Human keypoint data
====

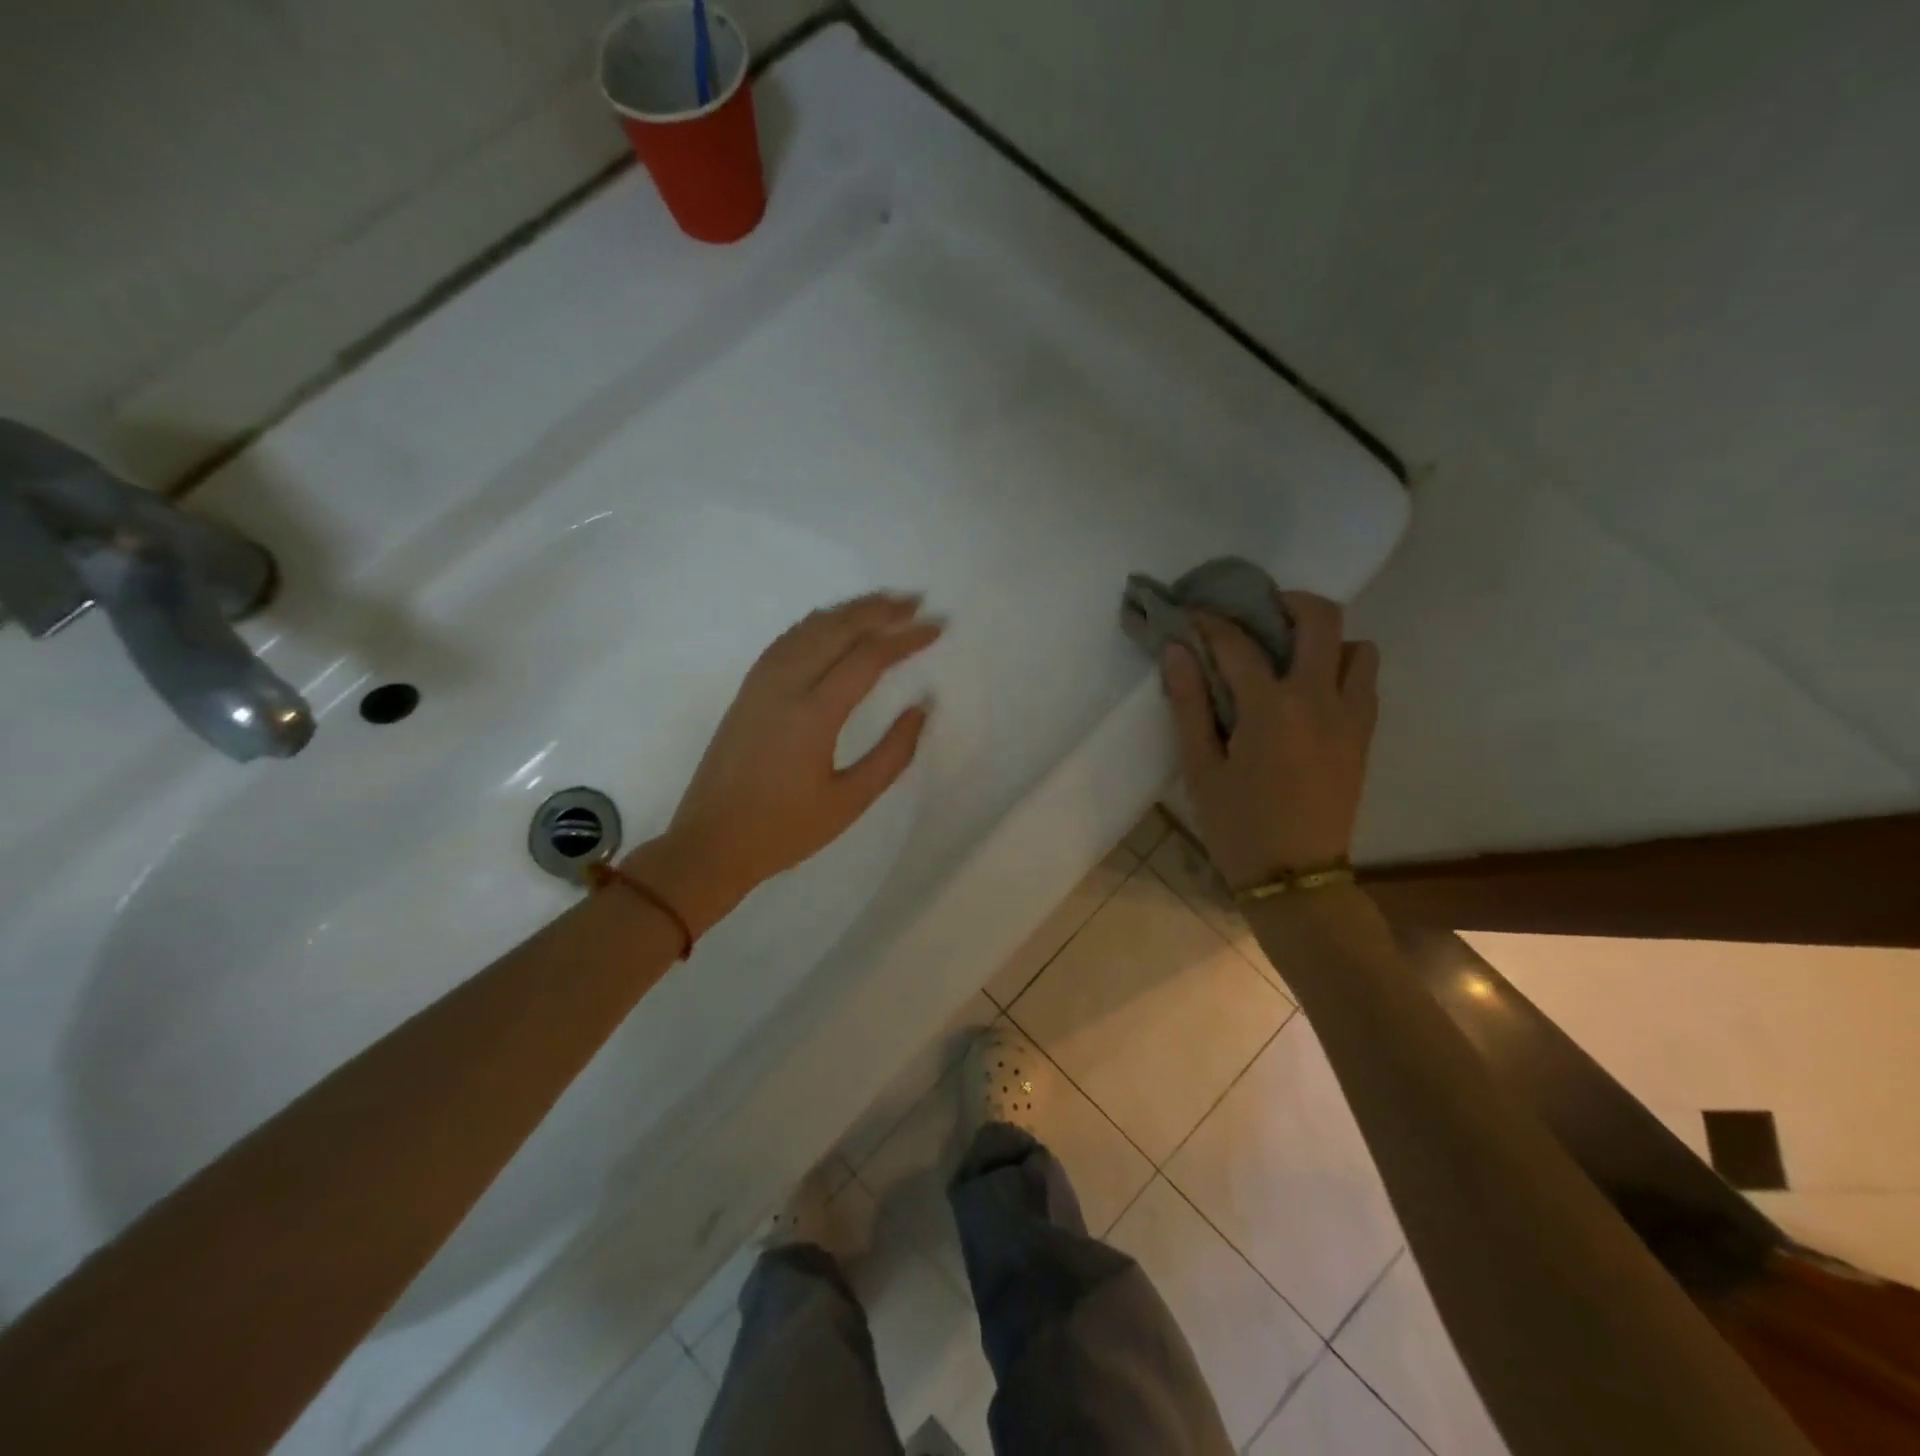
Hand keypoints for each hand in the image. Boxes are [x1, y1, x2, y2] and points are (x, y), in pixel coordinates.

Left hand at [633, 592, 941, 934]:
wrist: (711, 843)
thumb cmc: (785, 830)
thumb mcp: (850, 801)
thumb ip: (892, 753)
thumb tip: (921, 707)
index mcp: (813, 715)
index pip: (868, 658)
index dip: (906, 638)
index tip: (937, 627)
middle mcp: (784, 686)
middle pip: (837, 629)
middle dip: (880, 610)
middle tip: (916, 601)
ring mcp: (760, 684)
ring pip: (809, 628)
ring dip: (848, 610)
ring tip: (884, 603)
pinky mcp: (747, 690)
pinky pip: (786, 640)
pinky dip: (816, 623)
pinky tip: (832, 622)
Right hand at [1162, 593, 1378, 889]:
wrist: (1295, 878)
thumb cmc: (1237, 826)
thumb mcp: (1200, 768)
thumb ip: (1189, 704)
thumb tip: (1176, 650)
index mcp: (1271, 708)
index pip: (1238, 643)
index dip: (1210, 621)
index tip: (1190, 614)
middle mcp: (1320, 699)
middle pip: (1321, 618)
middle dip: (1287, 602)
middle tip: (1257, 614)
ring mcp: (1351, 716)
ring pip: (1358, 647)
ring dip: (1325, 640)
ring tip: (1290, 658)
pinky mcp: (1364, 736)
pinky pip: (1365, 682)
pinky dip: (1342, 670)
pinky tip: (1309, 693)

====

## TASK TO COMPLETE
Please transcribe only the lines in the records above running from the line that has "thumb mcp: (850, 801)" through the line that has "index dip: (1210, 621)", both included, exactly as they appear.

## RESULT
thumb mcp: (850, 801)
thumb ip: (892, 753)
thumb tip: (921, 707)
index mcp: (813, 715)
index pip: (868, 658)
index dip: (906, 638)
index tip: (937, 627)
middle mcp: (784, 686)
middle pip: (837, 629)
middle dip: (880, 610)
middle tip: (916, 601)
ring mcp: (760, 684)
ring pip: (809, 628)
ring dip: (848, 610)
ring tip: (884, 603)
pinky mcp: (747, 690)
pinky pip: (786, 640)
pinky dip: (816, 623)
pinky tip: (832, 622)
Right hand at [1162, 593, 1378, 889]:
wrist: (1295, 878)
thumb cmc: (1237, 826)
thumb mcp: (1200, 768)
thumb ip: (1189, 704)
thumb tip: (1176, 650)
index mcp: (1271, 708)
index pip: (1238, 643)
index dip: (1210, 621)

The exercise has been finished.